Assignment |
Copy out each line of the entries where the word "that" is present.

(Items from a data source)
________

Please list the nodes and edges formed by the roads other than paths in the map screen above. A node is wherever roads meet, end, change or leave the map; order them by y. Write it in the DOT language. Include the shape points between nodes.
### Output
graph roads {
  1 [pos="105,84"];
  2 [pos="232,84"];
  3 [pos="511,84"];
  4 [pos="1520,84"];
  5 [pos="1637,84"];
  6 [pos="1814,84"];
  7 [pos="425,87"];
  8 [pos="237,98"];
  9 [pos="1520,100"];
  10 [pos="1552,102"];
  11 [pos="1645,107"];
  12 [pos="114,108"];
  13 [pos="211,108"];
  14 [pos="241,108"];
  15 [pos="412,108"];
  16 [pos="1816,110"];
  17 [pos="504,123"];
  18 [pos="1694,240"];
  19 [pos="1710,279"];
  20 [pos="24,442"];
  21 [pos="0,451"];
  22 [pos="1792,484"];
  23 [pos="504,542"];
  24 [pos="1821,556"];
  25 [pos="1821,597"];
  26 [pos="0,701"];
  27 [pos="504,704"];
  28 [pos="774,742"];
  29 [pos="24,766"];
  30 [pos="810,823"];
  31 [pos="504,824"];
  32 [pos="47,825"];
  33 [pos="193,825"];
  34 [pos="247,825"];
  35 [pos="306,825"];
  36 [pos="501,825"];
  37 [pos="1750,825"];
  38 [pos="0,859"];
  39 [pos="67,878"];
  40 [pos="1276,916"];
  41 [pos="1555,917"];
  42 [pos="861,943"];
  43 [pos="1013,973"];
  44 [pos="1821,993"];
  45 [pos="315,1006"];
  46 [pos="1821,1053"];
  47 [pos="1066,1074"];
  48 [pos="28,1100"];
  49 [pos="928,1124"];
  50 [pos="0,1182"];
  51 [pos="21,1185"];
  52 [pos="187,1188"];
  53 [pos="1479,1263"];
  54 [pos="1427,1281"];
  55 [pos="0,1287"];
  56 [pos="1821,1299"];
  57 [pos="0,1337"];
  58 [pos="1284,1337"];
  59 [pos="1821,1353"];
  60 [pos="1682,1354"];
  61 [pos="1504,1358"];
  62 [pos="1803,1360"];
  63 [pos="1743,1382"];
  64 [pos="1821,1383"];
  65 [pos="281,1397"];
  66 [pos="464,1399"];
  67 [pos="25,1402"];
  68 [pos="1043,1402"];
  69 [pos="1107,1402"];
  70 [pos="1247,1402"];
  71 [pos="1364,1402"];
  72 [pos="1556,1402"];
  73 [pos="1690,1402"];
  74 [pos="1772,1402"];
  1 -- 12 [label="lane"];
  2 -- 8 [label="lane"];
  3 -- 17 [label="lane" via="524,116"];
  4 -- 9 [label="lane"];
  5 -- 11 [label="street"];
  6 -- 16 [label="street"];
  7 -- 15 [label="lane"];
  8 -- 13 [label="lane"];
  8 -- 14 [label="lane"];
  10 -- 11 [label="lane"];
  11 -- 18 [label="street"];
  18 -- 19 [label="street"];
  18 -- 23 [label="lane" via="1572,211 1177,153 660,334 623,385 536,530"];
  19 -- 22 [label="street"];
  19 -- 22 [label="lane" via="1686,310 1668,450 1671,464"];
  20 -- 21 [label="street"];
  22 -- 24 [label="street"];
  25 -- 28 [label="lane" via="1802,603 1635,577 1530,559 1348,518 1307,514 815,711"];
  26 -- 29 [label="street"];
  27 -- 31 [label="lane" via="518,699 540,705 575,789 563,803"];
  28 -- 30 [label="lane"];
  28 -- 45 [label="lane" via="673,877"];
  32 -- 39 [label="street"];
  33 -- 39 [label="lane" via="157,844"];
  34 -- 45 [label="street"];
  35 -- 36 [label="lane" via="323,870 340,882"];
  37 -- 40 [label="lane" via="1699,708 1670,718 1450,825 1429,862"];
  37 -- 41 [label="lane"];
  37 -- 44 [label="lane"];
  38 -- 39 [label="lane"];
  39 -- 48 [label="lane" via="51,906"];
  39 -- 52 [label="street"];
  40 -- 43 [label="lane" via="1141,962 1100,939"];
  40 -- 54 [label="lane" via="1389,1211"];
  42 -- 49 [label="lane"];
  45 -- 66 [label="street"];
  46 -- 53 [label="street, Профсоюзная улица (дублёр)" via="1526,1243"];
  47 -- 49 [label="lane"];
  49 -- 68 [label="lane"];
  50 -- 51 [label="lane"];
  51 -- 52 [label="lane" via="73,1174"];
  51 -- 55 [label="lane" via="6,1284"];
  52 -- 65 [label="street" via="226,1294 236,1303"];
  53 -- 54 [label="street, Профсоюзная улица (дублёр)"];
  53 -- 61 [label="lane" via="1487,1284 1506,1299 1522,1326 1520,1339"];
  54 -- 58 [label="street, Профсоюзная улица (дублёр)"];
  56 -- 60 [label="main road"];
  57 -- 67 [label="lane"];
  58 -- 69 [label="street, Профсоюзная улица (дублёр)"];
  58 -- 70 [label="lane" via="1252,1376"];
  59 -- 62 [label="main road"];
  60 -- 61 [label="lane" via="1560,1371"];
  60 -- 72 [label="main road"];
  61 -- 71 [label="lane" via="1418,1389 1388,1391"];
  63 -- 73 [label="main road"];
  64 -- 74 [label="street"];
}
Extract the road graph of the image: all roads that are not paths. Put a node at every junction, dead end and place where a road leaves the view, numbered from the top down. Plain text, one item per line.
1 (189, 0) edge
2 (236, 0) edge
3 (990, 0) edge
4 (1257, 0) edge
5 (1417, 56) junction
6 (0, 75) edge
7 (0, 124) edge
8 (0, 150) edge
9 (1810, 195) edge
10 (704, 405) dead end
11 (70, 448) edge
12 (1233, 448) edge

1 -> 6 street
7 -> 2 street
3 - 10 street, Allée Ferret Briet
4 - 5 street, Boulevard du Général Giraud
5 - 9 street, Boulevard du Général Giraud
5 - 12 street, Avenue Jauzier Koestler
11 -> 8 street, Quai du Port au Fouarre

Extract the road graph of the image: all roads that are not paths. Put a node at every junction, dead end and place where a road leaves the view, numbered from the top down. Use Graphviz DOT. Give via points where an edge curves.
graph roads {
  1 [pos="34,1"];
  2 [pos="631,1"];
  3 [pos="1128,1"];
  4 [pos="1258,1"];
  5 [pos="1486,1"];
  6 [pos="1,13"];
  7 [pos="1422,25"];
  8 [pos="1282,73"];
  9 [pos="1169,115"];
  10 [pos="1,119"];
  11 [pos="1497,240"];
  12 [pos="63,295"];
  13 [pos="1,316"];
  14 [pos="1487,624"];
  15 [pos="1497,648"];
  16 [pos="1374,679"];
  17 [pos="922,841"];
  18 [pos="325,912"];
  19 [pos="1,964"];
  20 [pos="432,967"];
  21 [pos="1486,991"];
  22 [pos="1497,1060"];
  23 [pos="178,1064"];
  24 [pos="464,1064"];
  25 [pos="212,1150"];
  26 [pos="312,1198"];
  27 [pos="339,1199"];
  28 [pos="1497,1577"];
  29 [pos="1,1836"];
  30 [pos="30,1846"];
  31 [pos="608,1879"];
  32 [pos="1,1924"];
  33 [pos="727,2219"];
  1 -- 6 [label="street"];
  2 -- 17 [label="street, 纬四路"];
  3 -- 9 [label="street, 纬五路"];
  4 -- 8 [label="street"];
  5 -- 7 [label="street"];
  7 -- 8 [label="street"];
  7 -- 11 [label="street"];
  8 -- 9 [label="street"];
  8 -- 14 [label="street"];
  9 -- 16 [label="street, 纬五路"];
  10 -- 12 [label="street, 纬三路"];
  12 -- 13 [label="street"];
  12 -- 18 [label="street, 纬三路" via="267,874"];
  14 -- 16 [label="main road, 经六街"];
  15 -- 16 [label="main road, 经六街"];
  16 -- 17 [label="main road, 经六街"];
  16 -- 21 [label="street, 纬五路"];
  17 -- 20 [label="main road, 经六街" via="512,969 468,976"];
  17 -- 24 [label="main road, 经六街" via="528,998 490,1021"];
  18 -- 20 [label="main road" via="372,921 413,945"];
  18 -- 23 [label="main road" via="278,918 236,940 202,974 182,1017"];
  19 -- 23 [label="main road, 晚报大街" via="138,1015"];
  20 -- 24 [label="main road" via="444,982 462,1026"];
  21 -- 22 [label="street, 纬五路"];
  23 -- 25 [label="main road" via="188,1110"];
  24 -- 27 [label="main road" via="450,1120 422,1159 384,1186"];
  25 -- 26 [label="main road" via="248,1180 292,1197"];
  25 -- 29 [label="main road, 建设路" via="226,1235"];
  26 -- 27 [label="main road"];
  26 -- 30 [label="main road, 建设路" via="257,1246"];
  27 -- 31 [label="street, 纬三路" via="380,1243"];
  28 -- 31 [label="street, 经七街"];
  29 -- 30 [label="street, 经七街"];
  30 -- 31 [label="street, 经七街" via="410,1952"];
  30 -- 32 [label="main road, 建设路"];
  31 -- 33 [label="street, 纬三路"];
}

________

Exercise result |
Extract the road graph of the image: all roads that are not paths. Put a node at every junction, dead end and place where a road leaves the view, numbered from the top down. Plain text, one item per line.
Extract the road graph of the image: all roads that are not paths. Put a node at every junction, dead end and place where a road leaves the view, numbered from the top down. Use Graphviz DOT. Give via points where an edge curves.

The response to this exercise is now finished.